At the other end of the spectrum from civic imagination is the concept of learned helplessness – a phenomenon in which, in the words of Gary Evans, ‘once you conclude there’s nothing you can do about an adverse stimulus, you stop even trying’. In this article, Evans, a professor in the College of Human Ecology at Cornell University, surveys what we know about issues pertinent to child development in cities, from pollution to overcrowding to chronic noise exposure – the constant hum of a nearby highway, railway or flight path. The good news is that it’s also possible to unlearn helplessness.

Any attempt to improve city life for children needs to start with a rounded understanding of what their life is now like – a practice called ‘human-centred design’. In this article, Marika Shioiri-Clark details her work in India, Nigeria and elsewhere to directly engage women and girls. As she puts it, ‘you come up with ideas by meeting with real people and understanding a broad picture of their lives, what barriers they face, and where there are opportunities to make things better’.
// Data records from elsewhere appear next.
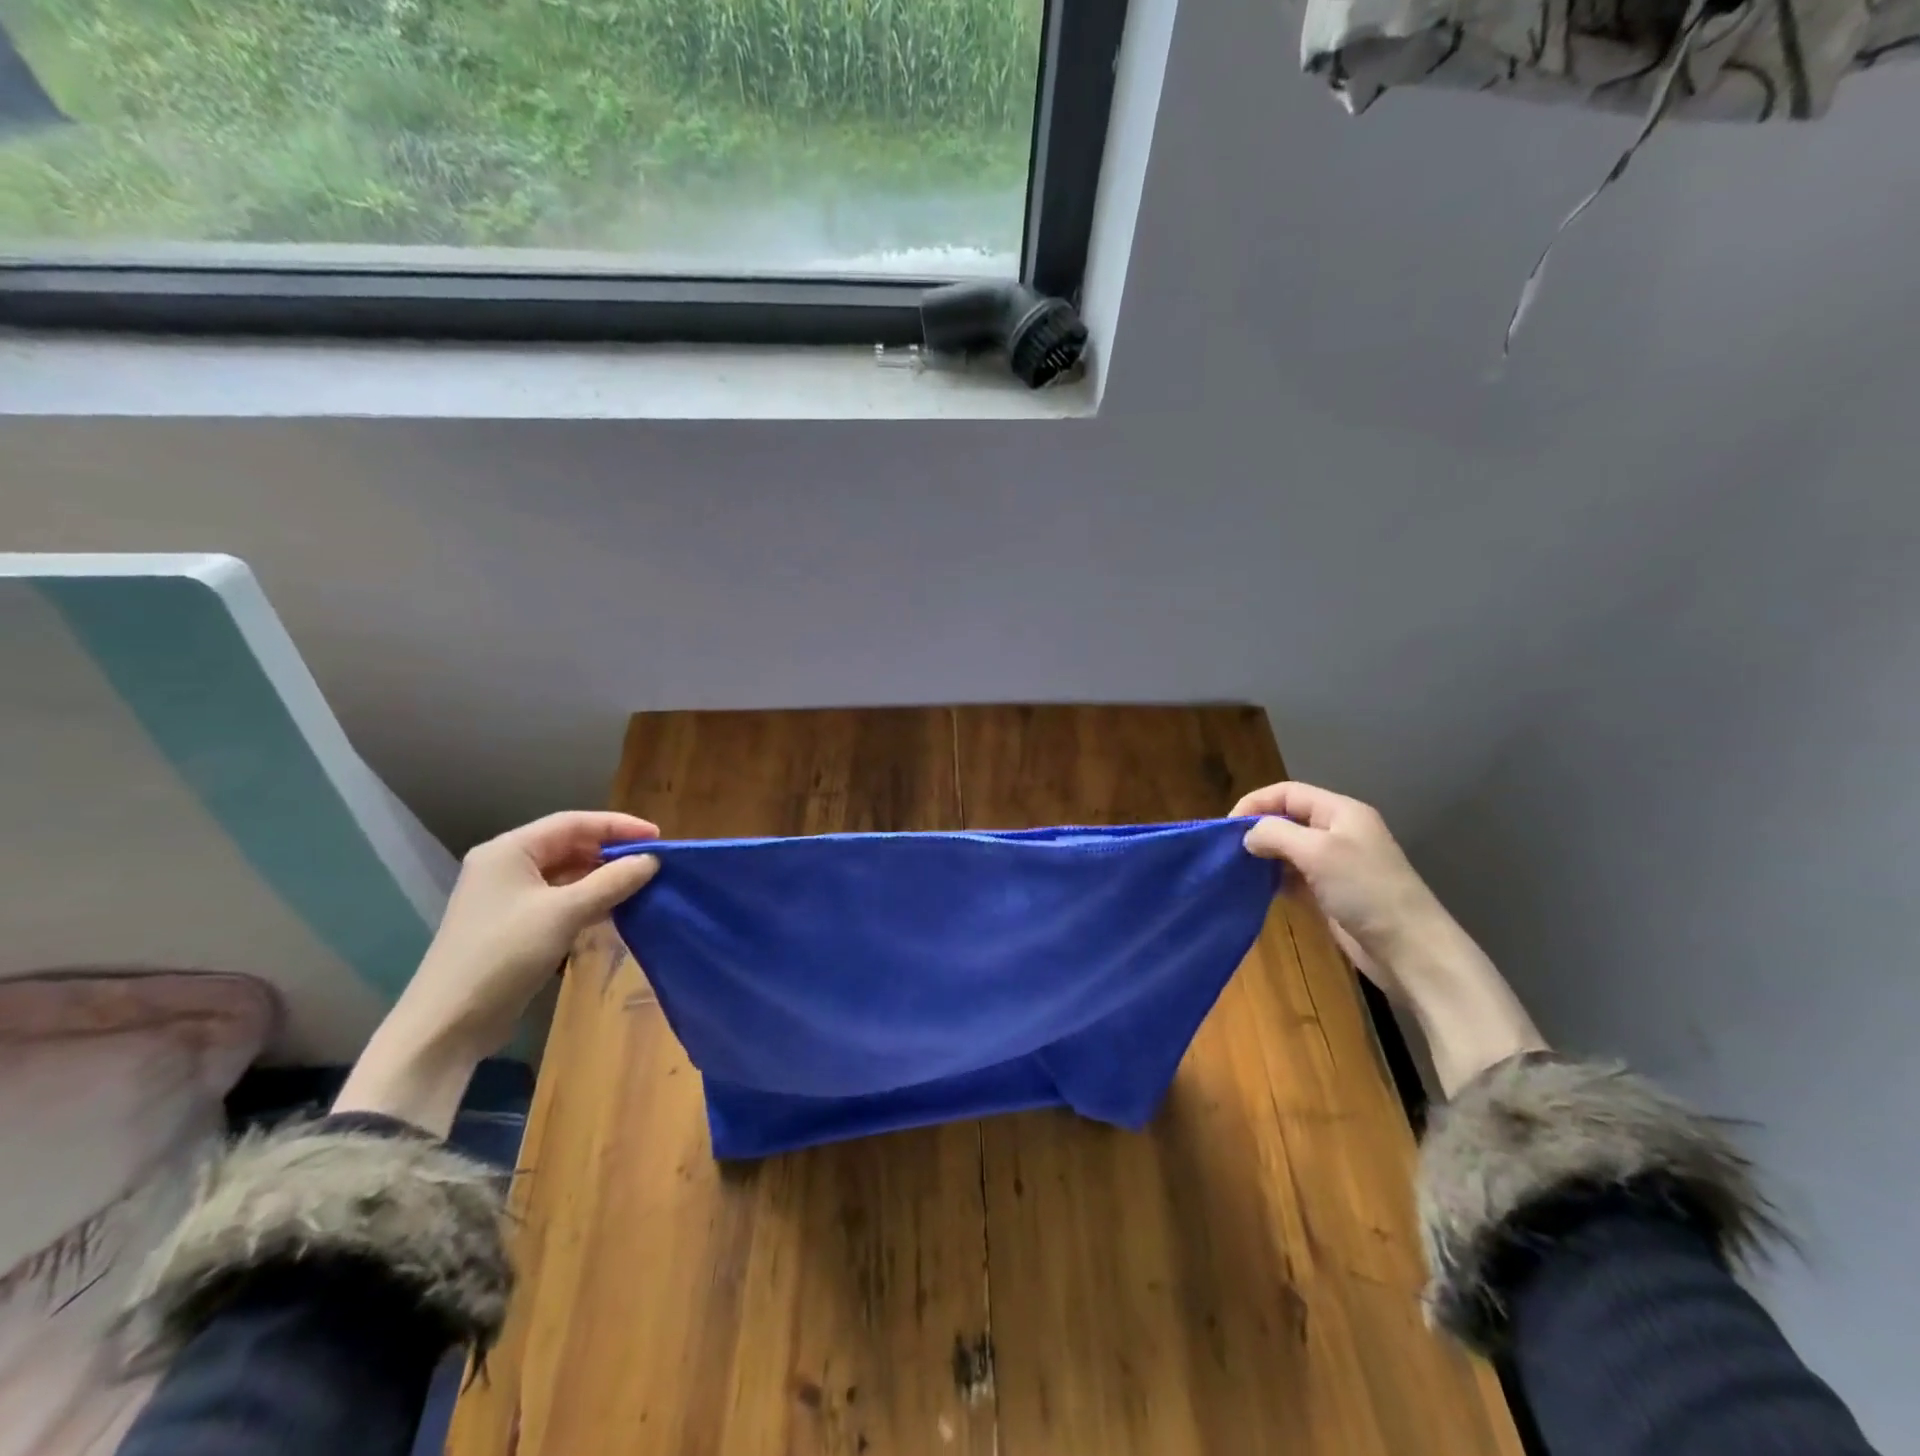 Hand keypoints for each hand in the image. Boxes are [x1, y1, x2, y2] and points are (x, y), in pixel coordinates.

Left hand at [334, 811, 660, 1133]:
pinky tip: (615, 909)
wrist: (448, 1023)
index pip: (573, 823)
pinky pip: (560, 899)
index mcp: (510, 851)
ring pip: (566, 874)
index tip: (657, 836)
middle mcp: (506, 866)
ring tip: (641, 883)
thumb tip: (651, 861)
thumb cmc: (504, 954)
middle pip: (569, 845)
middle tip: (652, 861)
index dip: (618, 826)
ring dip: (602, 877)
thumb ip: (611, 882)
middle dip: (611, 851)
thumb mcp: (563, 913)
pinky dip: (589, 900)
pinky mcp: (515, 925)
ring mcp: (509, 897)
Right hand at [1232, 781, 1447, 984]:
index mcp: (1340, 812)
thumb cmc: (1365, 890)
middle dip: (1257, 830)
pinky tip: (1259, 889)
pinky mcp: (1332, 892)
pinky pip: (1295, 876)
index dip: (1255, 803)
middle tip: (1229, 850)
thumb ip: (1275, 834)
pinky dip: (1275, 879)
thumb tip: (1247, 836)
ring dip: (1264, 856)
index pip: (1288, 793)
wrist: (1409, 949)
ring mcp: (1336, 864)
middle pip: (1287, 818)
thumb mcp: (1316, 852)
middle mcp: (1338, 832)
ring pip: (1289, 849)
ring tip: (1238, 870)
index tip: (1227, 827)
That type of direct engagement is something that Deborah McKoy, Shirl Buss and Jessie Stewart seek to impart to their students and through their own research with the Center for Cities + Schools at the University of California, Berkeley. They point out that ‘while [young people] are willing and able to contribute meaningful insights about the places where they live, they are rarely involved in community redevelopment visioning and design processes.’ That’s something that can and should change.

For Monica Chadha, an architect by training, the greatest challenge is for urban planners to avoid being overly prescriptive as they design public spaces for children. ‘Incomplete thinking about what children need’, she warns, ‘can be worse than not thinking about it at all, as it can lead to unexpected restrictions in circumstances that have not been properly considered.’

The importance of local nuance is also a theme taken up in this article by Peter Williams, Founder and Executive Director of ARCHIVE (Architecture for Health in Vulnerable Environments), who looks at the intersection between urban design and infectious disease. From tuberculosis in London to diarrhoea in Bangladesh, what needs to be done is well understood; the key to making it happen is to understand the interplay among local stakeholders and what resources can be leveraged.

How to get a billion-plus urban children off to a better start in life is a complex question that will require sustained effort from a wide range of stakeholders, from government and foundations to communities and children themselves. We hope the articles in this edition, and the discussions at the New Delhi conference, will make a useful contribution to advance understanding and action on the issues involved.